Monday, Jan. 17, 1983
Cyanide Again
Capsules figure in two cases
When Susan Bowen, 30, was rushed to the hospital after lapsing into a coma in her San Jose, Calif., home, doctors suspected a heart attack or a stroke.
But when hospital tests revealed an "unknown substance" in her blood, Bowen's husband Richard hired a private laboratory to analyze the contents of a bottle of Maximum Strength Anacin-3 capsules he said she had used. Five of the capsules had been tampered with, and one contained cyanide. Richard Bowen retained flamboyant San Francisco Attorney Melvin Belli to sue the maker of Anacin-3, American Home Products Co., for $1 million. But last month Bowen was arrested as a suspect in the crime.

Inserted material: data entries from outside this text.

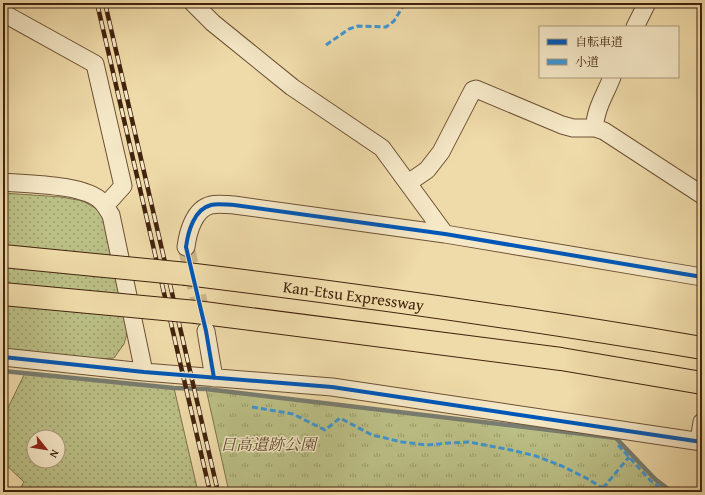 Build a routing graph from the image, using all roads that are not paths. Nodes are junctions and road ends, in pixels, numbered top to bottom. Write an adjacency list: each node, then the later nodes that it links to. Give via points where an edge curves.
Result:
1 (193, 3): 8 (street, via 213,23 292,87 382,148)
2 (646, 3): 4 (street)
3 (3, 13): 10 (street, via 95,64 123,186)
4 (635, 26)
5 (612, 78): 6 (street, via 594,120)
6 (599, 130): 8 (street, via 562,125 476,89 473,90 442,152 427,170); 9 (street)
7 (3, 182): 10 (street, via 68,188 88,193 102,201)
8 (408, 183): 11 (street)
9 (702, 195)
10 (105, 206): 19 (street, via 111,215)
11 (445, 234): 12 (street, via 212,204 204,207 194,219); 14 (street)
12 (186, 247)
13 (3, 256): 17 (highway, Kan-Etsu Expressway, bridge, via 187,274 398,301 567,325)
14 (702, 277)
15 (3, 294): 16 (highway, bridge)
16 (201, 321): 20 (street); 21 (highway, via 562,359)
17 (702, 348)
18 (3, 357): 19 (street)
19 (144, 372): 20 (street)
20 (214, 378): 23 (street, via 332,387)
21 (702, 383)
22 (702, 422): 23 (street)
23 (701, 442) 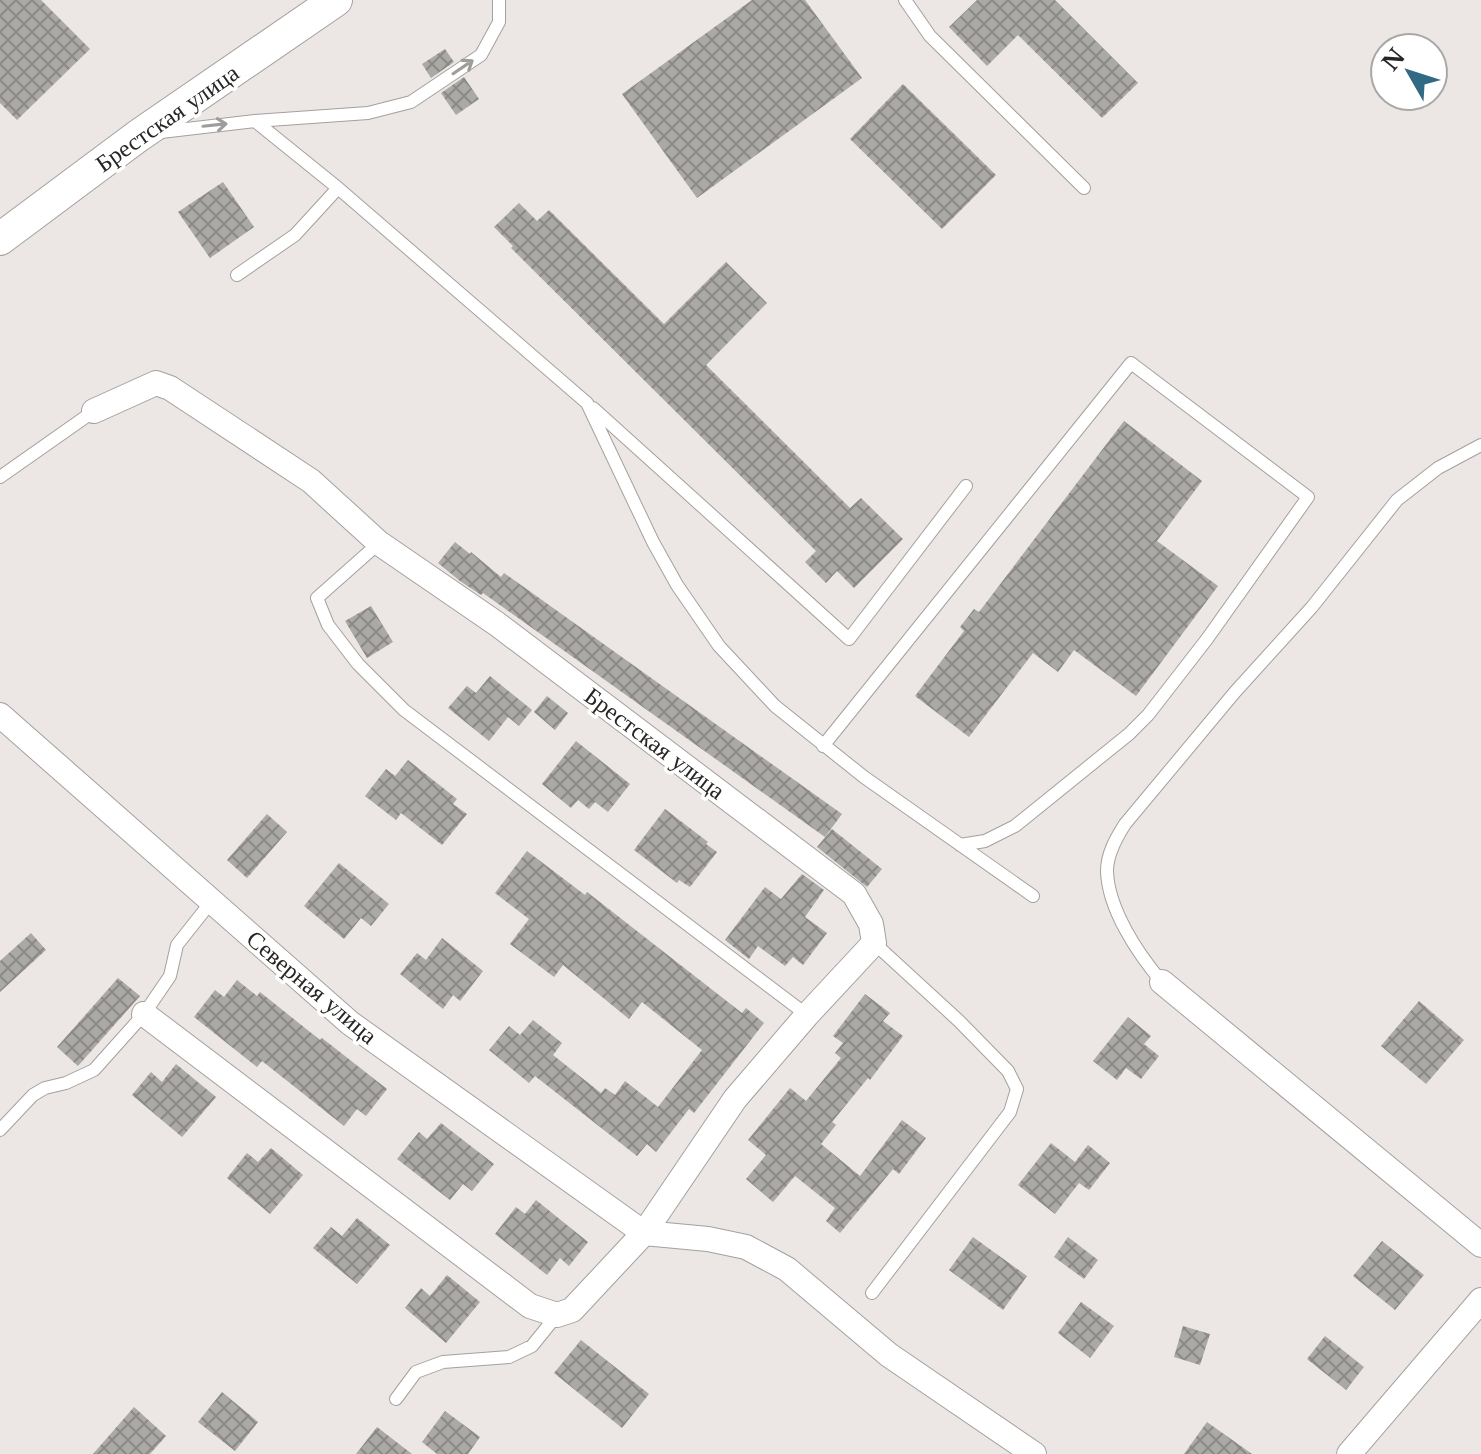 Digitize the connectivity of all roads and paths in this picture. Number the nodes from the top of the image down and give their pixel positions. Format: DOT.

Last week Bowen, 29, a circulation manager for the San Jose Mercury News, pleaded not guilty to charges of attempted murder and poisoning of medicine. In a surprise move, Belli introduced Susan Bowen in court in an attempt to obtain his client's release on bail. Unable to speak because of brain-stem damage sustained in the poisoning, Bowen's wife nodded in assent when Santa Clara County Municipal Court Judge Stephen Manley read a written statement in which she said, "I in no way suspect him of trying to injure me." Judge Manley, however, denied bail for Bowen, citing "clear and convincing evidence." San Jose police say they do not believe Anacin-3 capsules played any part in the poisoning.

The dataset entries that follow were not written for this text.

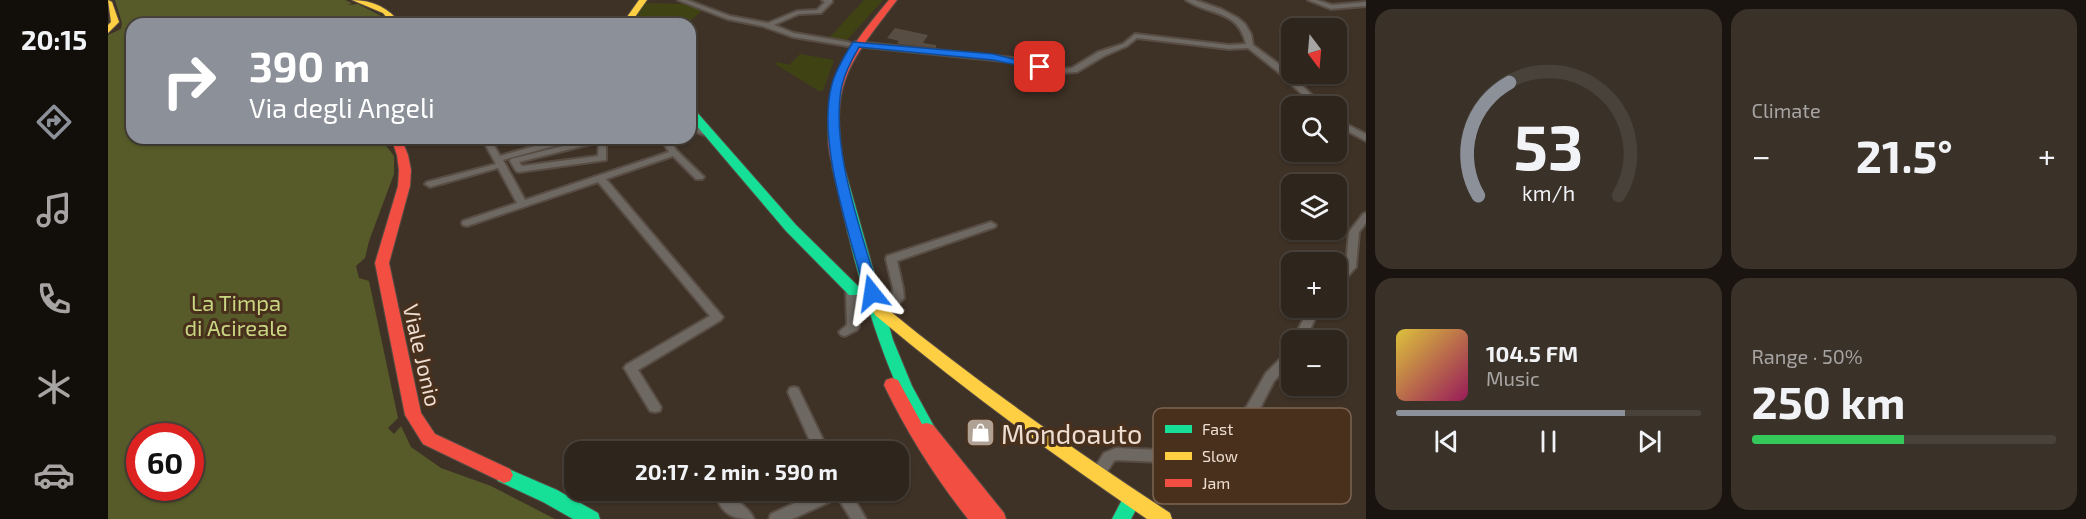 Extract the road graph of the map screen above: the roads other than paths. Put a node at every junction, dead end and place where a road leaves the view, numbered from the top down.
1 (356, 0) edge
2 (643, 0) edge
3 (681, 0) edge
4 (825, 0) edge
5 (830, 0) edge
6 (886, 0) edge
7 (892, 0) edge
8 (1188, 0) edge
9 (1311, 0) edge
10 (108, 2) edge
11 (1366, 4) edge
12 (392, 18) edge
13 (630, 18) edge
14 (768, 26) junction
15 (108, 30) edge
16 (852, 44) junction
17 (1250, 46) junction
18 (1308, 96) edge
19 (696, 124) edge
20 (1347, 127) edge
21 (1366, 138) edge
22 (399, 144) edge
23 (489, 144) edge
24 (552, 144) edge
25 (581, 144) edge
26 (602, 144) edge
27 (668, 144) edge
28 (674, 153) junction
29 (499, 162) junction
30 (699, 177) dead end
31 (600, 178) junction
32 (430, 184) dead end
33 (524, 204) junction
34 (1366, 216) edge
35 (467, 223) dead end
36 (991, 225) dead end
37 (1347, 271) edge
38 (852, 290) joint
39 (881, 313) joint
40 (845, 332) dead end
41 (1281, 366) edge
42 (794, 392) dead end
43 (655, 407) dead end
44 (1253, 408) edge
45 (817, 441) edge
46 (1153, 456) edge
47 (1097, 475) junction
48 (1132, 500) junction
49 (725, 501) dead end
50 (816, 501) edge
51 (847, 501) edge
52 (591, 519) edge
53 (747, 519) edge
54 (776, 519) edge
55 (859, 519) edge
56 (982, 519) edge
57 (996, 519) edge
58 (1121, 519) edge
59 (1163, 519) edge

1 - 12 main road
2 - 13 main road
3 - 14 street
4 - 5 street
5 - 14 street
6 - 16 main road
7 - 16 main road
8 - 17 street
9 - 11 street
10 - 15 main road
14 - 16 street
16 - 17 street
16 - 56 main road
16 - 57 main road
17 - 18 street
19 - 38 main road
20 - 21 street
22 - 52 main road, Viale Jonio
23 - 29 street
24 - 29 street
25 - 26 street
27 - 28 street
28 - 30 street
28 - 31 street
29 - 32 street
29 - 33 street
31 - 33 street
31 - 43 street
33 - 35 street
34 - 37 street
36 - 39 street
38 - 40 street
39 - 47 main road
41 - 44 street
42 - 45 street
46 - 47 street
47 - 48 main road
48 - 58 main road
48 - 59 main road
49 - 53 street
50 - 54 street
51 - 55 street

Some 700 miles north, in Hillsboro, Ore., detectives were keeping "open minds" in their investigation into the death of Patricia Bennett, 31. A campus security officer at Portland Community College, Bennett died last week after swallowing one or more Anacin-3 capsules laced with cyanide. Her death was the first fatal poisoning linked to pain relievers since seven people in the Chicago area died between Sept. 29 and Oct. 1. Meanwhile, American Home Products is voluntarily withdrawing all Anacin-3 capsules not in tamper-resistant containers.